Difficile coordination entre Ankara, Moscou et Damas
En mai dernier, l'armée syrienne avait déjà décrété un premier cessez-le-feu «unilatéral», mais sans succès. Selon le Centre russe pour la réconciliation des parties en conflit en Syrie, des tirs en provenance des groupes djihadistes avaient immédiatement suivi, prenant pour cibles des positions des forces gouvernementales et les civils dans les provinces de Hama, de Lattaquié et d'Alep. «La Russie poursuit sa coopération avec la Turquie, à qui revient la responsabilité d'empêcher de telles attaques», avait alors souligné le porte-parole du Kremlin Dmitri Peskov, façon de rappeler à Ankara ses obligations dans la résolution du conflit en Syrie. Le porte-parole avait alors également souligné que les groupes terroristes menaient depuis l'enclave d'Idleb des attaques contre des infrastructures civiles d'une part, et contre des installations militaires russes d'autre part.
Selon l’agence gouvernementale syrienne Sana, au moins cinq civils, dont quatre enfants, avaient été tués à la suite de tirs de missiles menés par des terroristes dans la province syrienne de Hama, voisine d'Idleb.
Toujours selon Sana, des unités de l’armée syrienne avaient essuyé des attaques des terroristes d'HTS. Les troupes régulières avaient alors riposté par des bombardements sur des localités tenues par ce groupe. L’armée affirme y avoir détruit des rampes servant au lancement de roquettes ainsi que des infrastructures des groupes djihadistes. Le controversé Observatoire syrien des droits de l'Homme (OSDH) impute de son côté aux bombardements de l'armée syrienne ou de la Russie visant la région d'Idleb, la mort de plus de 730 civils, depuis le début de l'escalade fin avril.

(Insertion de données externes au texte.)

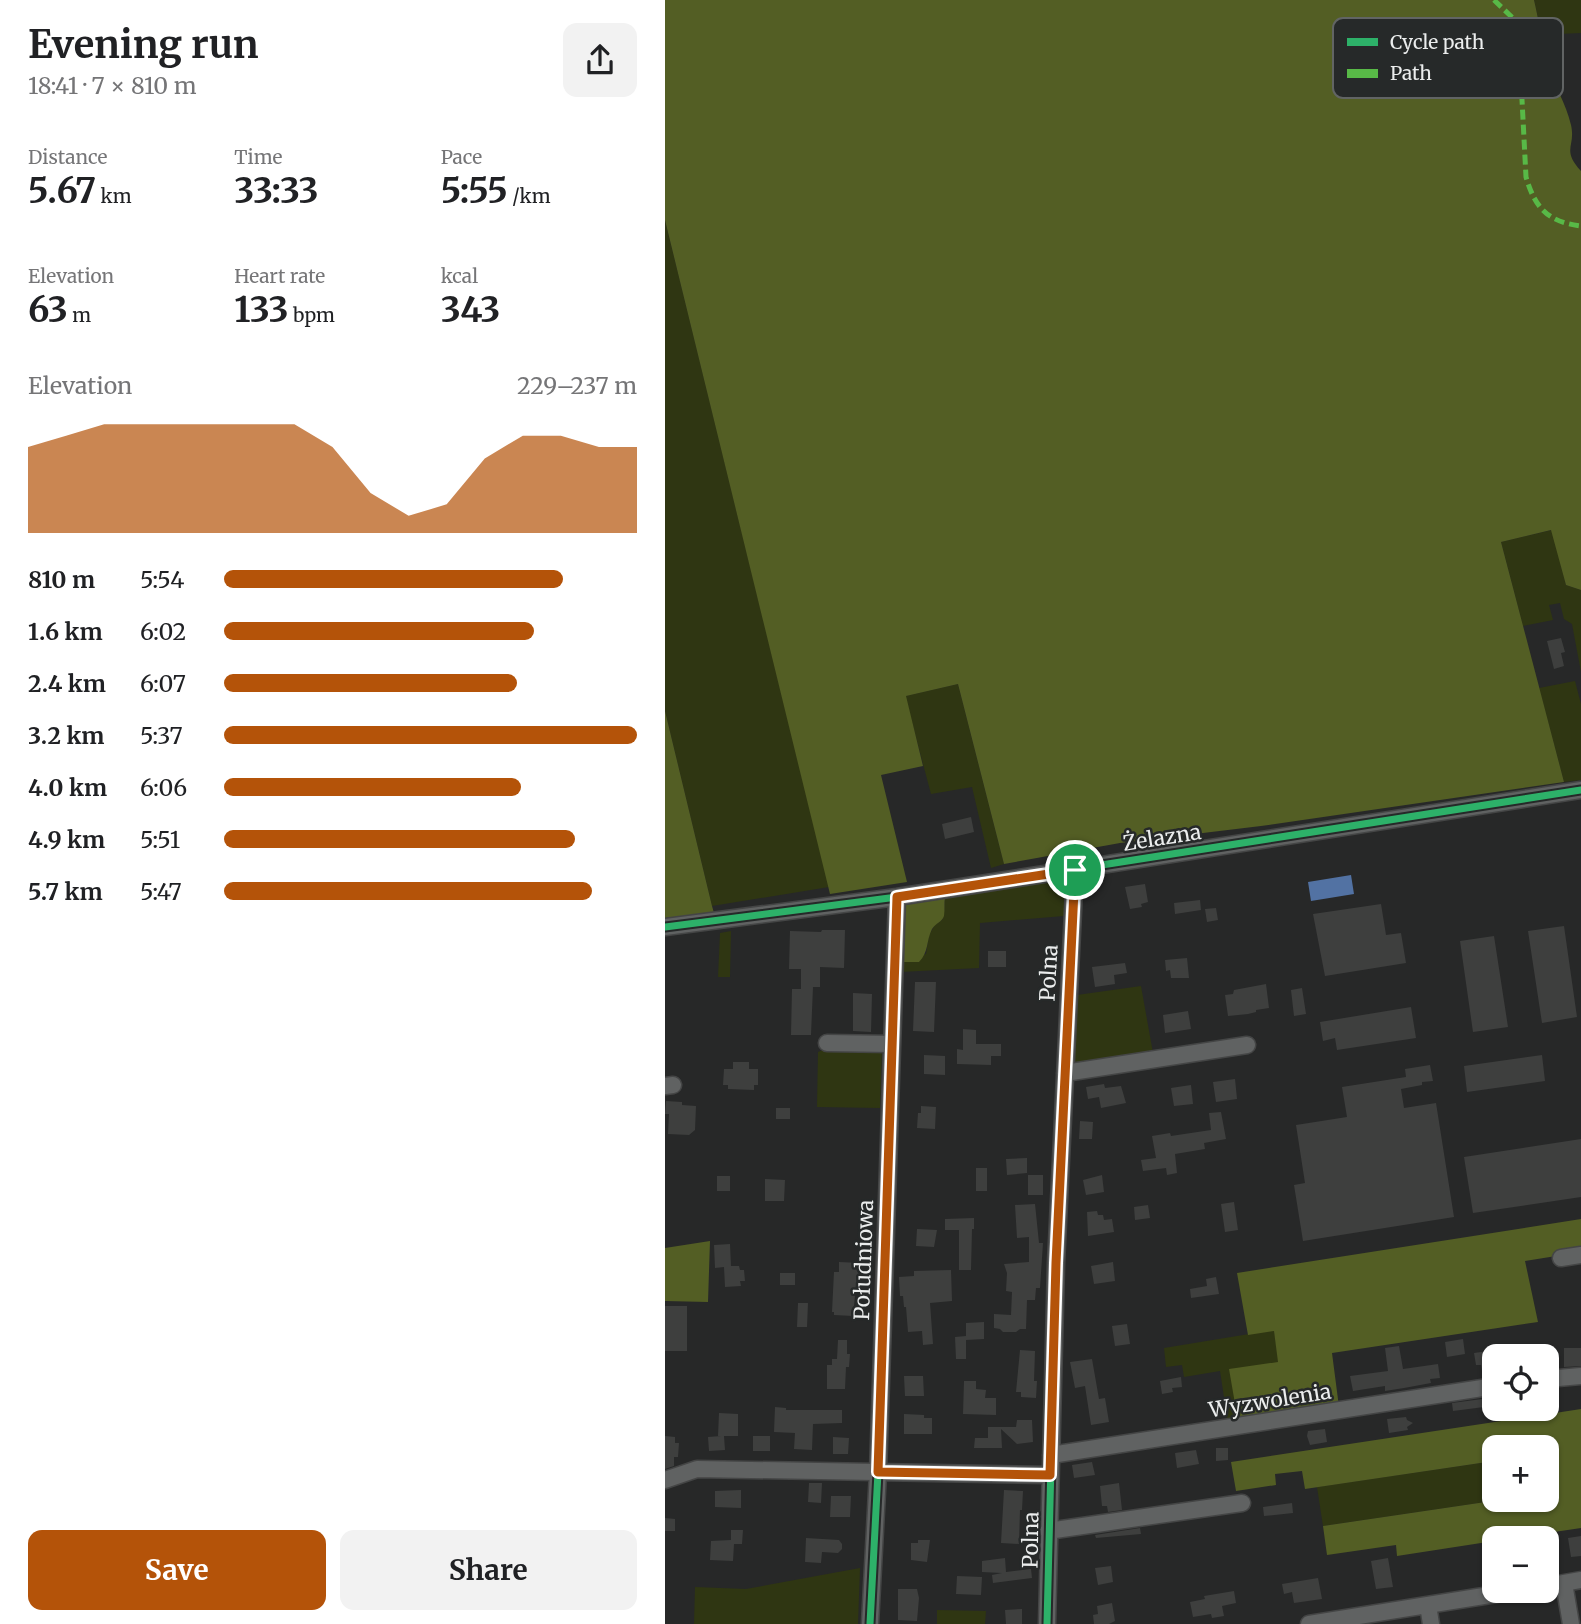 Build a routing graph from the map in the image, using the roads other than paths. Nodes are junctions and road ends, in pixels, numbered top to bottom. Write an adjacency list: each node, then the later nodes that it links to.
1 (1581, 790): 2 (street, Żelazna)
2 (1075, 870): 3 (street, Żelazna); 8 (street, Polna)
3 (897, 897): 4 (street, Żelazna); 6 (street, Południowa)
4 (665, 927)
5 (827, 1043): 6 (street)
6 (892, 1044): 15 (street, Południowa)
7 (1247, 1045): 8 (street)
8 (1065, 1073): 14 (street, Polna)
9 (1581, 1255): 10 (street)
10 (1561, 1258)
11 (1581, 1376): 12 (street)
12 (1559, 1378)
13 (1482, 1388): 14 (street, Wyzwolenia)
14 (1051, 1455): 16 (street, Polna)
15 (878, 1472): 16 (street); 17 (street); 25 (street, Południowa)
16 (1050, 1475): 19 (street, Polna)
17 (665, 1480)
18 (1242, 1503): 19 (street)
19 (1048, 1531): 26 (street, Polna)
20 (1581, 1580): 21 (street)
21 (1564, 1583): 22 (street); 29 (street)
22 (1559, 1584)
23 (1482, 1596): 24 (street)
24 (1427, 1605): 27 (street); 28 (street)
25 (870, 1624)
26 (1047, 1624)
27 (1309, 1624)
28 (1431, 1624)
29 (1571, 1624) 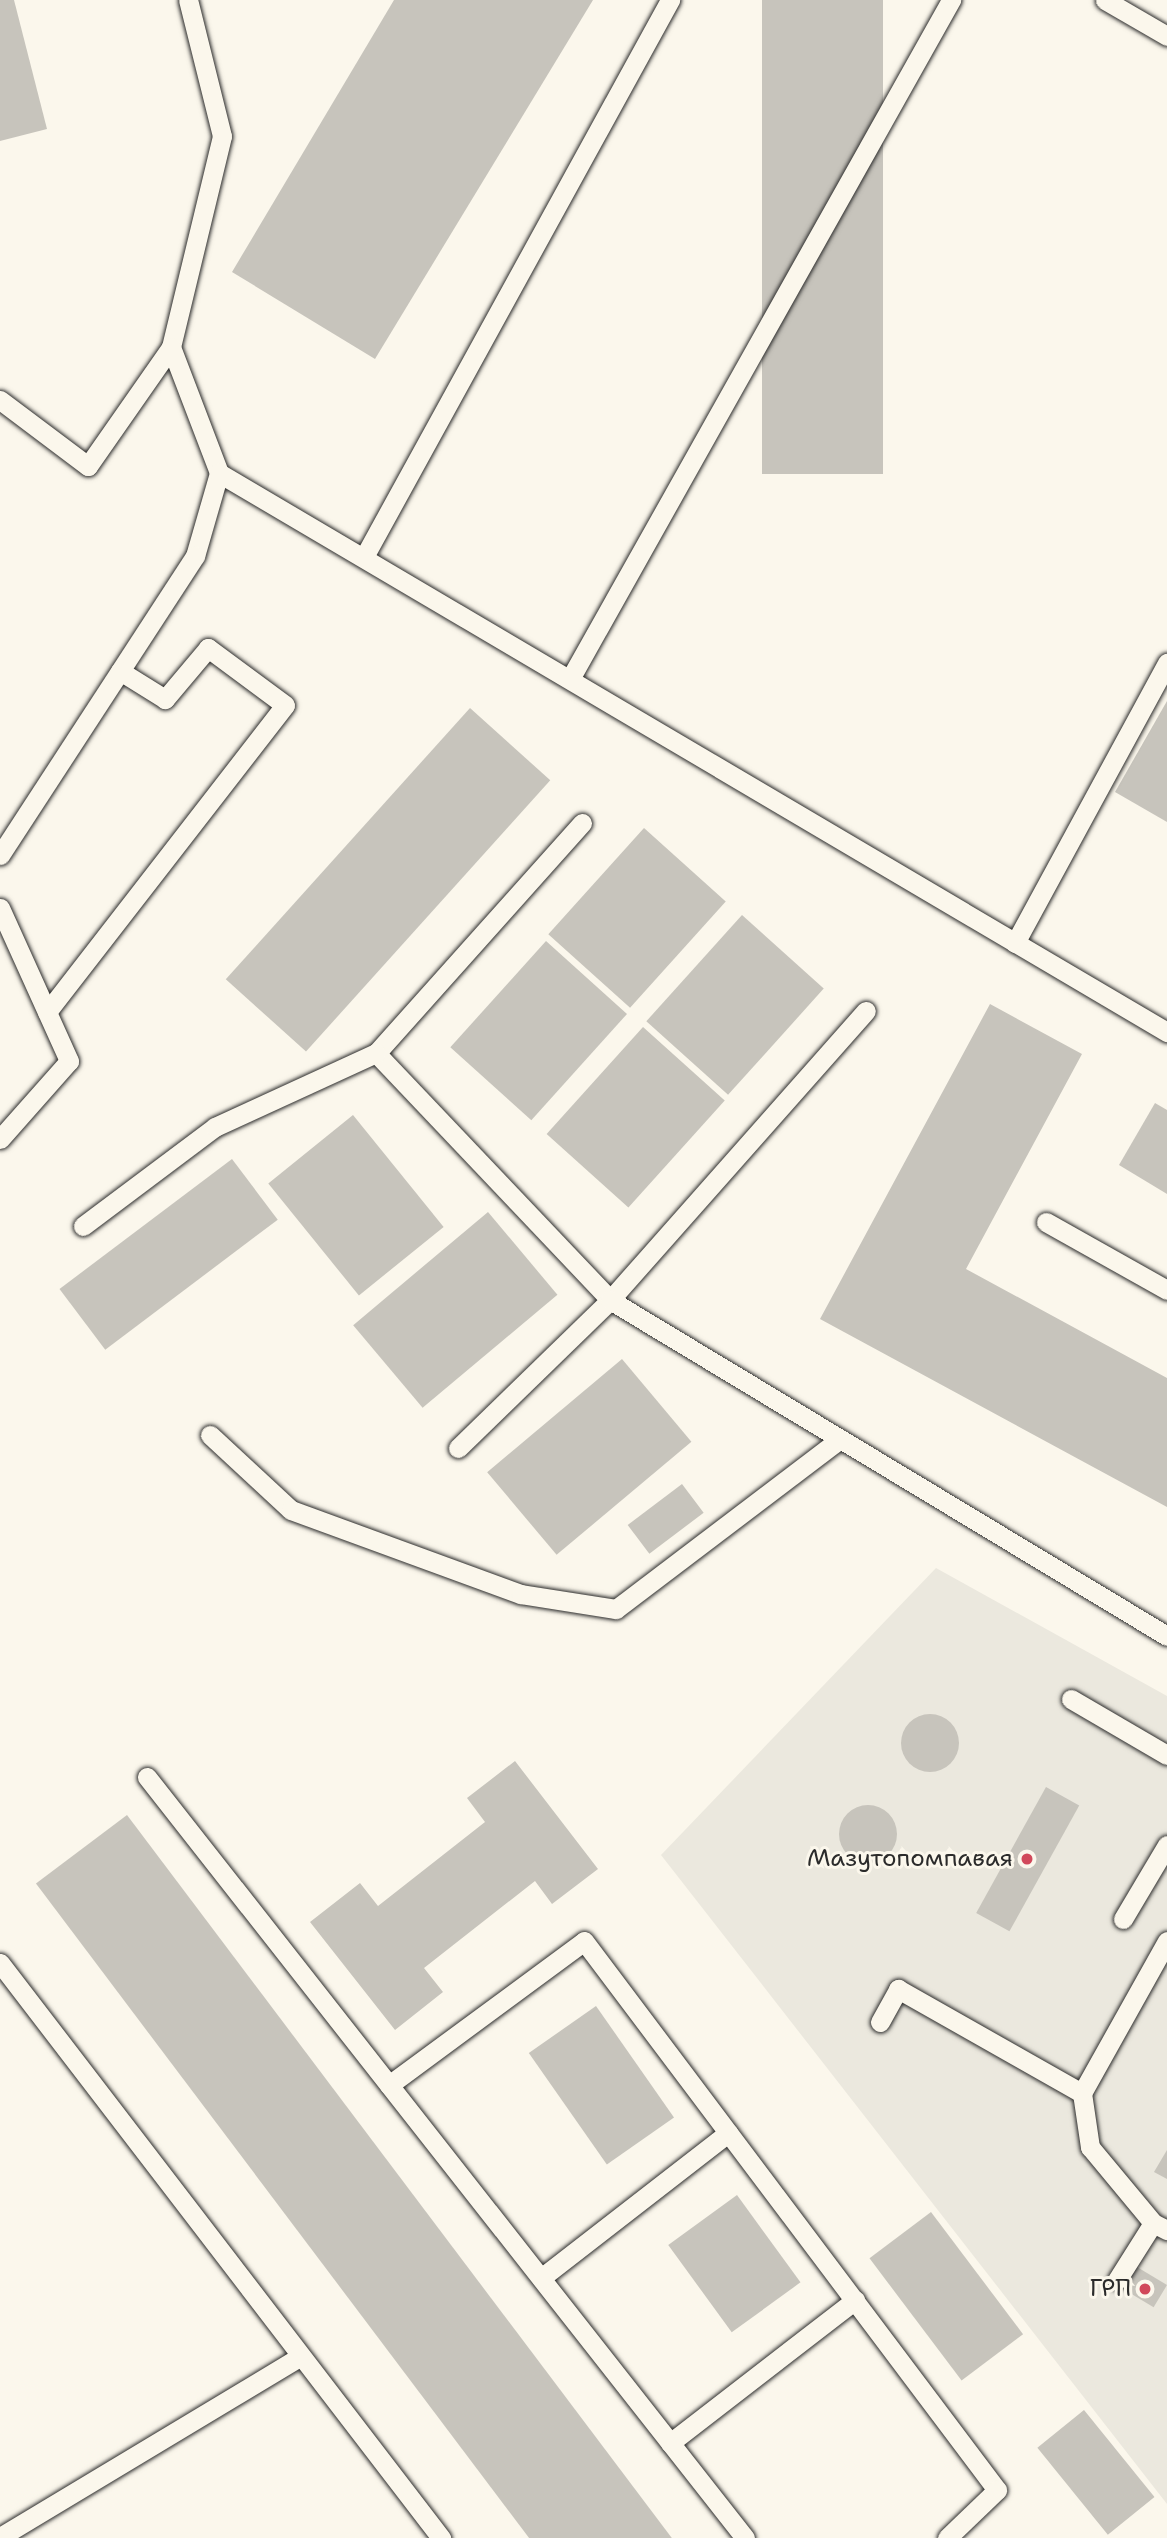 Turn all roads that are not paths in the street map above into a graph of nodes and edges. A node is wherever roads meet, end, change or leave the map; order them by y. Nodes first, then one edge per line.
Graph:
1 (188, 0) edge
2 (670, 0) edge
3 (951, 0) edge
4 (1105, 0) edge
5 (1167, 36) edge
6 (171, 347) junction
7 (0, 400) edge
8 (219, 473) junction
9 (364, 557) junction
10 (1167, 663) edge
11 (120, 671) junction
12 (570, 679) junction
13 (582, 823) dead end
14 (0, 855) edge
15 (0, 908) edge
16 (1015, 943) junction
17 (866, 1011) dead end
18 (47, 1012) junction
19 (1167, 1032) edge
20 (376, 1052) junction
21 (0, 1139) edge
22 (1046, 1222) dead end
23 (83, 1226) dead end
24 (1167, 1290) edge
25 (610, 1300) junction
26 (210, 1434) dead end
27 (840, 1439) junction
28 (458, 1448) dead end
29 (1167, 1636) edge
30 (1071, 1699) dead end
31 (1167, 1755) edge
32 (147, 1777) dead end
33 (1167, 1845) edge
34 (1123, 1919) dead end
35 (1167, 1941) edge
36 (0, 1963) edge
37 (880, 2022) dead end
38 (389, 2085) junction
39 (1082, 2093) junction
40 (728, 2133) junction
41 (1160, 2226) edge
42 (541, 2278) junction
43 (1117, 2280) dead end
44 (855, 2300) junction
45 (301, 2356) junction
46 (670, 2443) junction
47 (0, 2537) edge
48 (441, 2538) edge
49 (745, 2538) edge
50 (947, 2538) edge

1 - 6 lane
2 - 9 lane
3 - 12 lane
4 - 5 lane
6 - 7 lane
6 - 8 lane
8 - 9 lane
8 - 11 lane
9 - 12 lane
10 - 16 lane
11 - 14 lane
11 - 18 lane
12 - 16 lane
13 - 20 lane
15 - 18 lane
16 - 19 lane
17 - 25 lane
18 - 21 lane
20 - 23 lane
20 - 25 lane
22 - 24 lane
25 - 27 lane
25 - 28 lane
26 - 27 lane
27 - 29 lane
30 - 31 lane
32 - 38 lane
33 - 34 lane
35 - 39 lane
36 - 45 lane
37 - 39 lane
38 - 40 lane
38 - 42 lane
39 - 41 lane
40 - 42 lane
40 - 44 lane
41 - 43 lane
42 - 46 lane
44 - 46 lane
44 - 50 lane
45 - 47 lane
45 - 48 lane
46 - 49 lane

Belligérant et observateur attentif des tentatives de concertation entre Damas, Ankara et Moscou dans la région d'Idleb, les Etats-Unis ont prudemment salué le 4 août le nouveau cessez-le-feu, tout en insistant sur la nécessité que les «attaques contres les civils» prennent vraiment fin. Mais sans vraiment préciser qui attaquait qui.